• EXERCISE DESCRIPTION:
Could you find each line of the data below that contains the word "shape" and copy those lines?

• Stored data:
---+---

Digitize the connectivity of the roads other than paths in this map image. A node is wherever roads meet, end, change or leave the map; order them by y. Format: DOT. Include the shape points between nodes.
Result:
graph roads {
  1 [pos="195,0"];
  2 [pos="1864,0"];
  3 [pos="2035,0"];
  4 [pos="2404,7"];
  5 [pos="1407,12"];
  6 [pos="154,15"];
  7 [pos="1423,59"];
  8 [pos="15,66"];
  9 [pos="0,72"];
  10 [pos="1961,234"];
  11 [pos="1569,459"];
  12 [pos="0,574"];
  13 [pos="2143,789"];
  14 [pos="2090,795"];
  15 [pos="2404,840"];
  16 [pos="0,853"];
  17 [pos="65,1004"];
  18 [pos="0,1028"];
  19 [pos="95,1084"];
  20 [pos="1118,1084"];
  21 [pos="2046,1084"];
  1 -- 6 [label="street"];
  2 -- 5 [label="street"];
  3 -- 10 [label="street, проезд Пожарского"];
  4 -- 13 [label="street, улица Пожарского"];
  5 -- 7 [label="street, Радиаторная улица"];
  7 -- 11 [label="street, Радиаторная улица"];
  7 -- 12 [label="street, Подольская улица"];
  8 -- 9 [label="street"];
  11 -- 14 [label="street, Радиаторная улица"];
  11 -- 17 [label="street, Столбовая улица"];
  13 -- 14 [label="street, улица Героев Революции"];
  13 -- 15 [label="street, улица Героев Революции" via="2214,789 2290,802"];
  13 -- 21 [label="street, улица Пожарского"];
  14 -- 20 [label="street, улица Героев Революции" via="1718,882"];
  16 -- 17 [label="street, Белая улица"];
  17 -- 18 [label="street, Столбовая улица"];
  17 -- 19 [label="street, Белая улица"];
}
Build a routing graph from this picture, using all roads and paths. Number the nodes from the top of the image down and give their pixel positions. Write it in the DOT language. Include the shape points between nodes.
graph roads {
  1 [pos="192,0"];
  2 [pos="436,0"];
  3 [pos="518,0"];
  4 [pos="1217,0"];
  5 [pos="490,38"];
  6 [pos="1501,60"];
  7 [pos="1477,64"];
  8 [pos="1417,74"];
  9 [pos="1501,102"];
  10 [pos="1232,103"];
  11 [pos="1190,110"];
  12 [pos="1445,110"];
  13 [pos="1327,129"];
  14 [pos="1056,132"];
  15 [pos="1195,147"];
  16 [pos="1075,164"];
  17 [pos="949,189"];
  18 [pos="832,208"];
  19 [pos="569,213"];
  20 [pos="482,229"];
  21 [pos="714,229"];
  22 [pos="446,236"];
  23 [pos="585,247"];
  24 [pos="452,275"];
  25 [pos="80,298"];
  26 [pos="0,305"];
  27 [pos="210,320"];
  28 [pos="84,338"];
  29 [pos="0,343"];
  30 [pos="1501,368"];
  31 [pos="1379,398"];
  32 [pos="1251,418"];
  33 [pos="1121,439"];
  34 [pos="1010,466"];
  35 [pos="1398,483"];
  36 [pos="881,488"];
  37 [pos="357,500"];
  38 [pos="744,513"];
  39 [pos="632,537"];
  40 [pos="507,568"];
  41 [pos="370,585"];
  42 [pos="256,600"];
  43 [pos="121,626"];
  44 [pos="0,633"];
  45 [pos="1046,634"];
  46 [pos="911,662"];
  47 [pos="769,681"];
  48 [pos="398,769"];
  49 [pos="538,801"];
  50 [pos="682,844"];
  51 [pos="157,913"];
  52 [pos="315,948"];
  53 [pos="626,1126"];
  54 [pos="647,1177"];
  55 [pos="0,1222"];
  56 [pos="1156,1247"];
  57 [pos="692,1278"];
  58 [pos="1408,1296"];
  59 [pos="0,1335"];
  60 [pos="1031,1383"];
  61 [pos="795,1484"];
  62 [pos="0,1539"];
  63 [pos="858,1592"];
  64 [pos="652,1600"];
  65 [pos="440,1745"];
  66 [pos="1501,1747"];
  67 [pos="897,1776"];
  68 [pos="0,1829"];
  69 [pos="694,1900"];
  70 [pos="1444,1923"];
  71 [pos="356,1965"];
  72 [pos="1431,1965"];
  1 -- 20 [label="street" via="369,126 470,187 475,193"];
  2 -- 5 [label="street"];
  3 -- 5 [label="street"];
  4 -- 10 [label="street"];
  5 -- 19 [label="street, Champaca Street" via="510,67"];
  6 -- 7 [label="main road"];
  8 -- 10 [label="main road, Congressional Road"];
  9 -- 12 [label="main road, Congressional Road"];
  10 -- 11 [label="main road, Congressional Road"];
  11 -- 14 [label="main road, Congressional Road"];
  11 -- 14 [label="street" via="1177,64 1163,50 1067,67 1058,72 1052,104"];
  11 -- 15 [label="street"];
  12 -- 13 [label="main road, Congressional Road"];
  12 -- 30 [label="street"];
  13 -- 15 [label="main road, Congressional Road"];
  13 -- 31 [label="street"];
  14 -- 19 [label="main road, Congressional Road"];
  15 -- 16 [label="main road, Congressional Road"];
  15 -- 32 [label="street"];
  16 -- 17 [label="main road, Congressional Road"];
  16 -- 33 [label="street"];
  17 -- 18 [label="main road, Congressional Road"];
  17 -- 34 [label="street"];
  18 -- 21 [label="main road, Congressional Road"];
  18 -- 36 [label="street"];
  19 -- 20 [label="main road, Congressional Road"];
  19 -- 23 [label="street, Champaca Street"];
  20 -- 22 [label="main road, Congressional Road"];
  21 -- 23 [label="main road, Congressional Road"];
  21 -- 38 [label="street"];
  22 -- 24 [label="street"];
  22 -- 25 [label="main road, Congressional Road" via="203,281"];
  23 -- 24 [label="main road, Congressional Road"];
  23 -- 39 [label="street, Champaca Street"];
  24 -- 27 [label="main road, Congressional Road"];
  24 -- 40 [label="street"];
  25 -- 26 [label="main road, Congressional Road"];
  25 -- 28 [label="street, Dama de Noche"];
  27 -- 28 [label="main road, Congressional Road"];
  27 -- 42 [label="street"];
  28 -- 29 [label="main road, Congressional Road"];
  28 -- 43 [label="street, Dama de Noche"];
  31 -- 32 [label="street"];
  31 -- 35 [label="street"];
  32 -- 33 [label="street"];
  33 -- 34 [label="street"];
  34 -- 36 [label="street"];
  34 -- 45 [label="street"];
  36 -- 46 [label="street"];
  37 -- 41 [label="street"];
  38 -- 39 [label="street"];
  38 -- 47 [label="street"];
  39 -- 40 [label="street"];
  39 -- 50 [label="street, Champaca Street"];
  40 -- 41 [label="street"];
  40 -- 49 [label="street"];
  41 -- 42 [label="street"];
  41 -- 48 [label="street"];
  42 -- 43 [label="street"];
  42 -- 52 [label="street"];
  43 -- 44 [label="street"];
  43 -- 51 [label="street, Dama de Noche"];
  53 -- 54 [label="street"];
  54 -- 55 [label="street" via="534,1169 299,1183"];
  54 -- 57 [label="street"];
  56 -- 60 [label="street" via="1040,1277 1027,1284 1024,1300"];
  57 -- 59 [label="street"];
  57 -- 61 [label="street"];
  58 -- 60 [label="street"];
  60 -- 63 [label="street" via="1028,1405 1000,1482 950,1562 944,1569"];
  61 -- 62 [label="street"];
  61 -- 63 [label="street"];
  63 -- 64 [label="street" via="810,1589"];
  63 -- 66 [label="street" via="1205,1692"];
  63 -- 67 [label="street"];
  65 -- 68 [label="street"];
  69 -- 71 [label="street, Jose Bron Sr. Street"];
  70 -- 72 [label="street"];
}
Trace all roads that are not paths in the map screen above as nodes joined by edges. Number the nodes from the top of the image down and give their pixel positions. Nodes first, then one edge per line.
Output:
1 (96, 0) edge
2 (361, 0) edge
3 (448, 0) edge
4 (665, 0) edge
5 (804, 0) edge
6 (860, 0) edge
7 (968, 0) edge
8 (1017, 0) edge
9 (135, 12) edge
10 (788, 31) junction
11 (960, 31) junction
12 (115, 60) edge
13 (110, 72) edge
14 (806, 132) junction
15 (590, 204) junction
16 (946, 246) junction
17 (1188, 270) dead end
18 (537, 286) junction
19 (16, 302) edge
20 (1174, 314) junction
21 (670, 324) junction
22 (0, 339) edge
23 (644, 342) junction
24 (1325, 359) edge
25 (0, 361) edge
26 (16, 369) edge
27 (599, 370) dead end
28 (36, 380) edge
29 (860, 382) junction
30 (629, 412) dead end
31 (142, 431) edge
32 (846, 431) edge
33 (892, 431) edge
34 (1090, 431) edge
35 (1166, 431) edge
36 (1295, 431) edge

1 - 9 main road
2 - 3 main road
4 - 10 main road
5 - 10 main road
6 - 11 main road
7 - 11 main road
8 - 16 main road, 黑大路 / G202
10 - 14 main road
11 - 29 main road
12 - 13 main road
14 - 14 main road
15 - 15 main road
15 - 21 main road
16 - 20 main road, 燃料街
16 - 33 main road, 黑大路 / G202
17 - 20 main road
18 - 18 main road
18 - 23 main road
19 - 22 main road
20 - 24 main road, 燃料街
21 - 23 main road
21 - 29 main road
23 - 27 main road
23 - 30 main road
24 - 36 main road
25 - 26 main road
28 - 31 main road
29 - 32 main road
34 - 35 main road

---+---

• ANSWER BELOW:
Digitize the connectivity of the roads other than paths in this map image. A node is wherever roads meet, end, change or leave the map; order them by y. Format: DOT. Include the shape points between nodes.
Build a routing graph from this picture, using all roads and paths. Number the nodes from the top of the image down and give their pixel positions. Write it in the DOT language. Include the shape points between nodes.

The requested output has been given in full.